Certaines de ses oeuvres furent mises en
tablature de luth par Hans Neusidler. On connaît une esquisse et un médaillon représentant Senfl dûs à Hans Schwarz (1519), et trois médaillons différents de Friedrich Hagenau datés de 1526, 1529 et 1530 environ. D'autres essais pour identifier des portraits de Senfl, parmi lesquels une illustration tirée du Triomphe de Maximilien de Hans Burgkmaier (1515) sont loin d'être satisfaisants. Pendant sa vie, Senfl s'attira l'estime et la louange de tous les musiciens, théoriciens et lettrés de l'Europe germanophone, et son nom ne disparut jamais totalement de l'histoire de la musique. Les traités d'Heinrich Glarean, Sebald Heyden, Hermann Faber et Lodovico Zacconi, parus du vivant de Senfl, contiennent des exemples de son oeuvre, et l'on sait que le Dodecachordon de Glarean fit autorité en matière de théorie musicale jusqu'à l'époque de Johann Sebastian Bach. On continua à chanter les odes mises en musique par Senfl dans les Lateinschulen pour apprendre les vers antiques jusqu'au XVIIè s. À la fin du XVIIIè s., l'oeuvre de Senfl fut redécouverte par les théoriciens de la musique.
L'oeuvre de Senfl représente à la fois l'apogée de l'ancienne musique allemande de la fin du Moyen Age et un sommet des nouveaux styles au début de la Réforme. En 1537, le théoricien Sebald Heyden faisait de lui le "in musica totius Germaniae nunc princeps", le prince de la musique de toute l'Allemagne ; cette réputation est largement justifiée par ses lieder et motets polyphoniques, empreints tout à la fois des caractéristiques musicales ecclésiastiques, courtoises et bourgeoises, à la différence de la musique de la plupart de ses contemporains. Ne voulant pas rompre avec la tradition, Senfl écrivit la plupart de ses messes et ses motets pour en latin ; ses compositions en style motet reposent essentiellement sur des modèles flamands, Isaac et
Josquin, dont il étudia attentivement les oeuvres, et leur sont apparentées dans leurs techniques de composition, utilisant même leurs cantus firmi.

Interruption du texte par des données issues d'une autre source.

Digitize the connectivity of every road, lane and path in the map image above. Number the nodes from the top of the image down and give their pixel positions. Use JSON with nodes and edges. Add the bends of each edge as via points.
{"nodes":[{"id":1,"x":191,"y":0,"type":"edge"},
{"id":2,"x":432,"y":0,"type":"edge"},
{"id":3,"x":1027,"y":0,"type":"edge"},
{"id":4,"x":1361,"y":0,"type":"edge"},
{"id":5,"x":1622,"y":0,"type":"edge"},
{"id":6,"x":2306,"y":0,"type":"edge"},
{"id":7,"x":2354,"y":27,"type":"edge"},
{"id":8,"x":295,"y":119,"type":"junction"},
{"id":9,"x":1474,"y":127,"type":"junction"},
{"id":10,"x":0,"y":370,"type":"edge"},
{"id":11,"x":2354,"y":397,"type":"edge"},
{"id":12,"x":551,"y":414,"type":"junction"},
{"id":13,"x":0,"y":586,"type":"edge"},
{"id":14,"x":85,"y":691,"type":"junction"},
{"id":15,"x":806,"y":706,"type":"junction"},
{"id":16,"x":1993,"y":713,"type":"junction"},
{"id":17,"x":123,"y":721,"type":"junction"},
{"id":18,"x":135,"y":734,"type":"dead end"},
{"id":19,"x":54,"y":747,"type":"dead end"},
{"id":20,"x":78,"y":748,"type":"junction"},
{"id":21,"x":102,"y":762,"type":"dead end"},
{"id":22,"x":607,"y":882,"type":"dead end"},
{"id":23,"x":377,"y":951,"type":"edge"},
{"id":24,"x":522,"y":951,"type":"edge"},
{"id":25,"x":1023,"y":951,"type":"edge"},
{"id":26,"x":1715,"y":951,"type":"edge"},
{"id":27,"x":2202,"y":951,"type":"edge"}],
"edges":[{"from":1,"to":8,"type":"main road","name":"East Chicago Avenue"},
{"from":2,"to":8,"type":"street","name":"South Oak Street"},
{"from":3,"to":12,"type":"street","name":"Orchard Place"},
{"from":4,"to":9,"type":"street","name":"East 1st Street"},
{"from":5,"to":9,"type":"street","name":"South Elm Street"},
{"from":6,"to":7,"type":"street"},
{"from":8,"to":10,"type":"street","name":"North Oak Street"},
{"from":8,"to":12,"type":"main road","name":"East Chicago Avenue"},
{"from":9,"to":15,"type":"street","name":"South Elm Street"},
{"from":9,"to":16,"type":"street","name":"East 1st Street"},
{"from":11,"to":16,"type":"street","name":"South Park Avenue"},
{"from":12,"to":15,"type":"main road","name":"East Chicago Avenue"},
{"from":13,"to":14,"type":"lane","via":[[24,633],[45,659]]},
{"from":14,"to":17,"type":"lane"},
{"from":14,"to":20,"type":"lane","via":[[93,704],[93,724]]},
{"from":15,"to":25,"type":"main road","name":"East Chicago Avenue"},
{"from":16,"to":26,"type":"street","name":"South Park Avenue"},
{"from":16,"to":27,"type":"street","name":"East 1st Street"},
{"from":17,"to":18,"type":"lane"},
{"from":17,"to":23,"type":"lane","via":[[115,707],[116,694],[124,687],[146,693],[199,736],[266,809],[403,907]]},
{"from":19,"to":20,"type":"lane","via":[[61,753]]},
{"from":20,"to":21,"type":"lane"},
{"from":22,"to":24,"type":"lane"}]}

Senfl développe une large palette technique, surtout dans son adaptation polyphonique du Propre, se servant de procédés archaïques (isorythmie, double texte) aussi bien que d'ostinati, de canons et de traitement de cantus firmi préexistants. Ces procédés sont utilisé de façon typiquement germanique (ce qui transparaît davantage encore dans les pièces dont l'origine n'est pas liturgique, sans contrainte structurelle) : ses sonorités sont riches, avec des lignes mélodiques chantantes évoluant souvent en tierces et sixtes parallèles. D'autre part, les oeuvres sont compactes, sans développement ni fioritures, clarifiant ainsi le sens du texte ; c'est en cela qu'il se montre l'héritier de Josquin. Senfl écrivit quelques pièces profanes dans une langue autre que l'allemand.
La plupart de ses lieder sont profanes, mais quelques pièces dont le contenu prouve une sympathie pour la Réforme furent composées apparemment pour le duc Albrecht de Prusse. Les textes des lieder et leur adaptation musicale reflètent généralement le caractère varié des formes, qui vont de la chanson courtoise aux pièces comiques ou satiriques en passant par le chant populaire et le Gesellschaftslied. Outre une chanson évoquant sa carrière de musicien, Lust hab ich ghabt zur Musica, avec l'acrostiche "Ludwig Sennfl", un certain nombre de textes peuvent lui être attribués avec certitude. La technique employée par Senfl trouve son origine dans le Tenorlied germanique du début du siècle, quoique les pièces à quatre voix montre à l'évidence la variété des procédés contrapuntiques utilisés par les compositeurs français et flamands. Il y a d'une part des oeuvres simples en forme de lied, certaines traitant la voix de ténor comme un
cantus firmus autour duquel évoluent les autres voix, et d'autre part des structures plus complexes : quodlibet, canons et cycles sur une même teneur. Quoi qu'il en soit, Senfl s'attache toujours à restituer clairement le texte en évitant le traitement contrapuntique total du matériau mélodique. C'est une technique distincte et d'un intérêt particulier que Senfl emploie dans ses adaptations à quatre voix des odes latines de métrique classique, technique dans laquelle il subordonne totalement la musique au rythme du discours. Il en résulte que ces pièces simples, homophoniques, portent clairement la marque des lieder avec la mélodie à la voix supérieure, ce qui sera repris et développé plus tard dans la mise en musique de l'hymnologie protestante allemande.
Après sa mort, plusieurs de ses chorals furent réédités dans les Newe deutsche Geistliche Gesenge für die Gemeinen Schulen édités chez Georg
Rhau en 1544 (123 pièces de divers auteurs).



 
   

Ludwig SENFL,
Non moriar sed vivam (vers 1530)






Bibliographie sommaire (avec lien vers référence complète)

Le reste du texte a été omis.